A black-and-white photo of people marching in the street and holding protest signs. The most visible sign says "Black trans lives matter".

It is past time for our Black community to stop hating on Black trans people and embrace us. It is time for Black political leaders to say ‘Black trans lives matter’, and back up their words with legislative action.

Monica Roberts, Author of TransGriot and Black Trans Advocacy Media Chair

Trans women in Texas are scared, angry, and disappointed. We’re tired of not feeling safe and feeling less protected under laws which should protect ALL! We are tired of being looked at as statistics when we are clearly a key part of the greater community. After the recent events in Dallas and across this country such as murders, hate crimes, and even the erasure of rights for us as trans folks, we will not be silent! We will not sit still! We will rise up as we’ve done each and every other time! Be strong my sisters, brothers, all my siblings! Strength in many ways has got us through life, and life has got us through this journey called our transition.

Dee Dee Watters, Chair of Black Transwomen Inc.

(Thursday, June 6, 2019)

A day after Dallas Pride, on Monday, Chynal Lindsey was found dead. Early reporting points to murder. Say her name: Chynal Lindsey. She was only 26 years old and a Black transgender woman.Chynal was killed just two weeks after Muhlaysia Booker, another Black transgender woman was shot and killed in Dallas.

Black Trans Lives Matter.

We see you, Dallas transgender women of color. We mourn with you, we see your anger and your pain. We are deeply concerned and worried. We are scared, too.

The National LGBTQ Task Force team has been on the ground in Dallas since earlier this year, organizing in advance of our next Creating Change Conference. Our conference is a learning and healing program. We want it to be a value to local and national activists, which is why we have been reaching out in Dallas. We want to assist in moving your great work forward.

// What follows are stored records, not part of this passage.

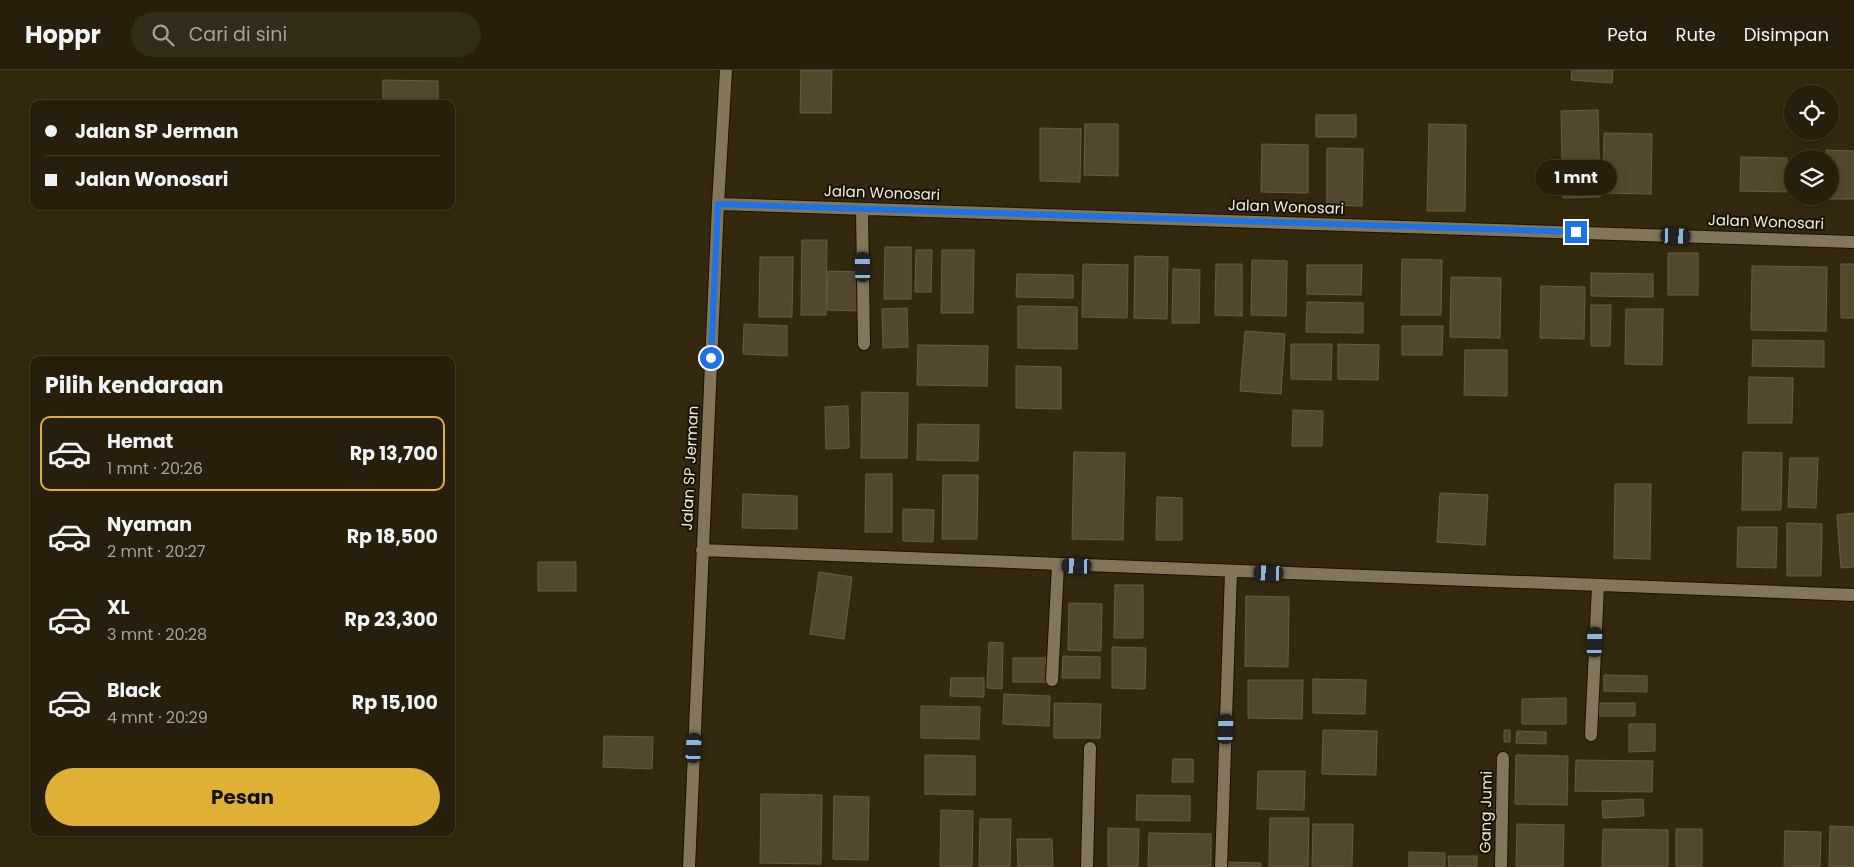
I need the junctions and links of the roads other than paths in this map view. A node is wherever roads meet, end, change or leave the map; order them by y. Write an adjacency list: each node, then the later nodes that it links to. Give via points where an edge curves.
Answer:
1 (726, 70): 2 (street, Jalan SP Jerman)
2 (718, 204): 3 (street, Jalan Wonosari); 6 (street, Jalan SP Jerman)
3 (862, 209): 4 (street, Jalan Wonosari); 5 (street)
4 (1854, 242)
5 (864, 344)
6 (702, 550): 7 (street); 15 (street, Jalan SP Jerman)
7 (1058, 565): 8 (street); 11 (street)
8 (1231, 572): 9 (street); 17 (street)
9 (1598, 586): 10 (street); 12 (street)
10 (1854, 595)
11 (1052, 680)
12 (1592, 735)
13 (1090, 748): 16 (street)
14 (1503, 758): 18 (street, Gang Jumi)
15 (689, 867)
16 (1087, 867)
17 (1221, 867)
18 (1502, 867)

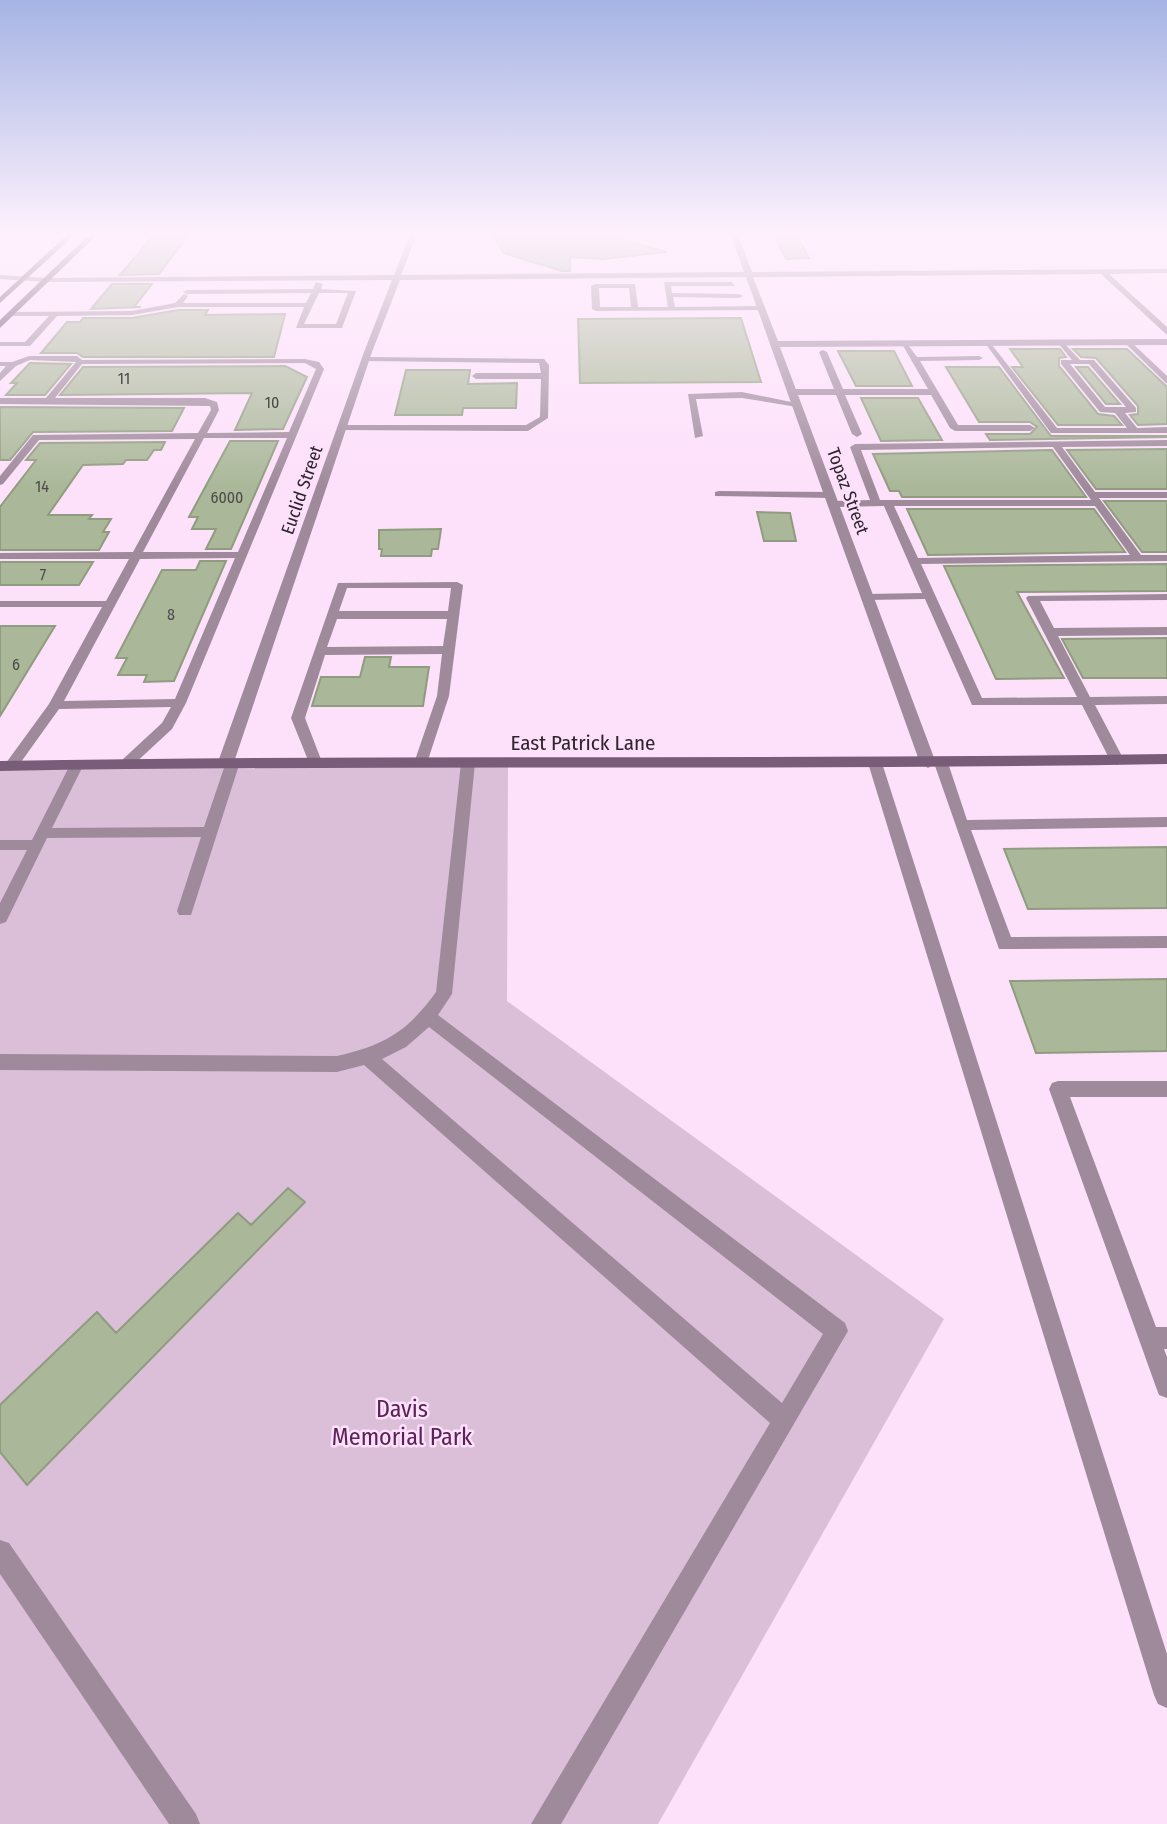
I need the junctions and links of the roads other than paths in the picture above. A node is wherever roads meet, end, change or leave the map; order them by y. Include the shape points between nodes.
1 (52, 317) edge
2 (303, 317) edge
3 (342, 317) edge
4 (382, 317) edge
5 (766, 317) edge
6 (1151, 317) edge
7 (1167, 332) edge
8 (1129, 342) junction
9 (1167, 342) edge
10 (989, 343) junction
11 (1062, 343) junction
12 (0, 344) edge
13 (776, 344) junction
14 (906, 344) junction
15 (822, 352) dead end
16 (979, 358) dead end
17 (366, 359) junction
18 (915, 359) junction
19 (80, 362) junction
20 (1078, 362) junction
21 (0, 364) edge
22 (13, 364) junction
23 (476, 376) dead end
24 (545, 376) junction
25 (0, 378) edge
26 (1167, 381) edge
27 (840, 392) junction
28 (934, 392) junction
29 (795, 398) junction
30 (0, 401) edge
31 (48, 402) junction
32 (1118, 410) junction
33 (342, 428) junction
34 (1030, 428) dead end
35 (1167, 430) edge
36 (1135, 431) junction
37 (858, 433) dead end
38 (292, 435) junction
39 (201, 436) junction
40 (698, 436) dead end
41 (1167, 443) edge
42 (1055, 444) junction
43 (0, 482) edge
44 (719, 494) dead end
45 (1167, 495) edge
46 (832, 499) junction
47 (1095, 499) junction
48 (882, 503) junction
49 (136, 555) junction
50 (242, 555) junction
51 (0, 556) edge
52 (1138, 558) junction
53 (1167, 558) edge
54 (914, 561) junction
55 (930, 596) junction
56 (868, 597) junction
57 (1167, 597) edge
58 (0, 604) edge
59 (110, 604) junction
60 (332, 615) junction
61 (454, 615) junction
62 (1167, 631) edge
63 (1050, 632) junction
64 (449, 650) junction
65 (320, 651) junction
66 (1167, 700) edge
67 (1086, 701) junction
68 (180, 704) junction
69 (55, 705) junction
70 (1167, 759) edge
71 (1117, 760) junction
72 (229, 762) junction
73 (315, 762) junction
74 (421, 763) junction
75 (935, 763) junction
76 (127, 764) junction
77 (468, 764) junction
78 (875, 764) junction
79 (76, 765) junction
80 (5, 766) edge
81 (1167, 822) edge
82 (962, 825) junction
83 (210, 832) junction
84 (39, 839) junction
85 (0, 845) edge
86 (185, 911) dead end
87 (0, 918) edge
88 (1167, 942) edge
89 (428, 1017) junction
90 (368, 1057) junction
91 (0, 1062) edge
92 (1167, 1089) edge
93 (1158, 1338) edge
94 (1167, 1387) edge
95 (784, 1420) junction
96 (0, 1552) edge
97 (1167, 1695) edge
98 (186, 1824) edge
99 (545, 1824) edge

1 - 12 lane via 27,344
2 - 3 lane via 299,326 339,326
4 - 17 street, Euclid Street
5 - 13 street, Topaz Street
6 - 7 street
8 - 9 street
8 - 11 street
8 - 26 lane
10 - 11 street
10 - 14 street
10 - 36 lane via 1054,432
11 - 20 lane
13 - 14 street
13 - 29 street, Topaz Street
14 - 18 lane
15 - 27 lane
16 - 18 lane
17 - 24 lane via 529,359 541,361
17 - 33 street, Euclid Street
18 - 28 lane
19 - 22 lane via 77,358 29,358
19 - 31 lane
19 - 38 lane via 316,364 320,369
20 - 32 lane via 1065,362 1103,410
20 - 32 lane via 1091,362 1133,410
21 - 22 lane
22 - 25 lane
23 - 24 lane
24 - 33 lane via 544,418 528,428 491,424
27 - 28 lane
27 - 29 lane
27 - 37 lane
28 - 34 lane via 955,428
29 - 40 lane via 691,396
29 - 46 street, Topaz Street
30 - 31 lane
31 - 39 lane via 205,401 214,404 215,410
32 - 36 lane
33 - 72 street, Euclid Street
35 - 36 lane
38 - 39 lane
38 - 50 lane
39 - 43 lane via 36,437
39 - 49 lane
41 - 42 lane
42 - 47 lane
42 - 48 lane via 855,447
44 - 46 lane
45 - 47 lane
46 - 48 lane
46 - 56 street, Topaz Street
47 - 48 lane
47 - 52 lane
48 - 54 lane
49 - 50 lane
49 - 51 lane
49 - 59 lane
50 - 68 lane
52 - 53 lane
52 - 54 lane
54 - 55 lane
55 - 56 lane
55 - 67 lane via 977,702
56 - 75 street, Topaz Street
57 - 63 lane via 1032,598
58 - 59 lane
59 - 69 lane
60 - 61 lane
60 - 61 lane via 342,585 457,585
60 - 65 lane
61 - 64 lane
62 - 63 lane
63 - 67 lane
64 - 65 lane
64 - 74 lane via 443,696
65 - 73 lane via 298,718
66 - 67 lane
67 - 71 lane
68 - 69 lane
68 - 76 lane via 167,726
69 - 80 lane
70 - 71 main road, East Patrick Lane
71 - 75 main road, East Patrick Lane
72 - 73 main road, East Patrick Lane
72 - 76 main road, East Patrick Lane
72 - 83 lane
73 - 74 main road, East Patrick Lane
74 - 77 main road, East Patrick Lane
75 - 78 main road, East Patrick Lane
75 - 82 lane
76 - 79 main road, East Patrick Lane
77 - 78 main road, East Patrick Lane
77 - 89 lane via 444,994
78 - 97 lane
79 - 80 main road, East Patrick Lane
79 - 84 lane
81 - 82 lane
82 - 88 lane via 1005,944
83 - 84 lane
83 - 86 lane
84 - 85 lane
84 - 87 lane
89 - 90 lane via 407,1040
89 - 95 lane via 837,1331
90 - 91 lane via 337,1064
90 - 95 lane
92 - 93 lane via 1058,1090
93 - 94 lane
95 - 99 lane
96 - 98 lane

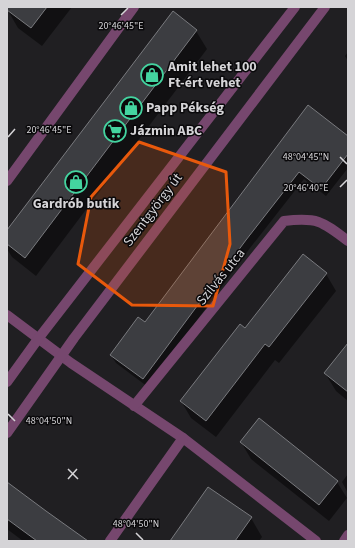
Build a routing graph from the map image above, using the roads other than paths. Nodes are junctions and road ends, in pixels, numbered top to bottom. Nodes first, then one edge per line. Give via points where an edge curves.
1 (134, 7) edge
2 (294, 7) edge
3 (326, 7) edge
4 (7, 181) edge
5 (348, 241) edge
6 (7, 315) edge
7 (38, 339) junction
8 (62, 356) junction
9 (7, 382) edge
10 (134, 406) junction
11 (7, 433) edge
12 (183, 438) junction
13 (348, 535) edge
14 (110, 541) edge
15 (316, 541) edge
16 (344, 541) edge

1 - 4 street
2 - 7 street, Szentgyörgy út
3 - 8 street, Szentgyörgy út
5 - 10 street, Szilvás utca via 326,224 308,218 284,221
6 - 7 street
7 - 8 street
7 - 9 street, Szentgyörgy út
8 - 10 street
8 - 11 street, Szentgyörgy út
10 - 12 street
12 - 14 street
12 - 15 street
13 - 16 street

But, for now, we want you to know that we see you and love you and we care.

In our modern activist movement, transgender women of color play pivotal roles.Trans women of color have led some of the most transformational organizing, always envisioning a way forward that improves life for everyone. Not only did they lead the Stonewall riot 50 years ago that sparked Pride, but they also are leaders in sex work decriminalization advocacy, they are countering the Trump administration’s institutional violence, and most notably trans women of color have lived new possibilities into the world for people of all genders and are still paying the greatest costs.

Without you, there is no modern LGBTQ rights movement and we honor that. We see you.

This Pride season, we are called to celebrate the lives and mourn the premature deaths of Chynal Lindsey, Muhlaysia Booker, Michelle Washington, Johana Medina Leon, and those whose names we do not know. As we observe the 50th anniversary of the Stonewall riots, we have the opportunity to honor our transgender and nonbinary ancestors for living authentically and courageously—it is their resistance that has delivered us to this moment.

We are also called to honor our internal voices, sometimes to sing loud, out loud in front of everyone in a protest or a parade.

What we can not do is let our pain cause inaction. We want you and need you to Be You. You make our movement better and our lives better. We see you.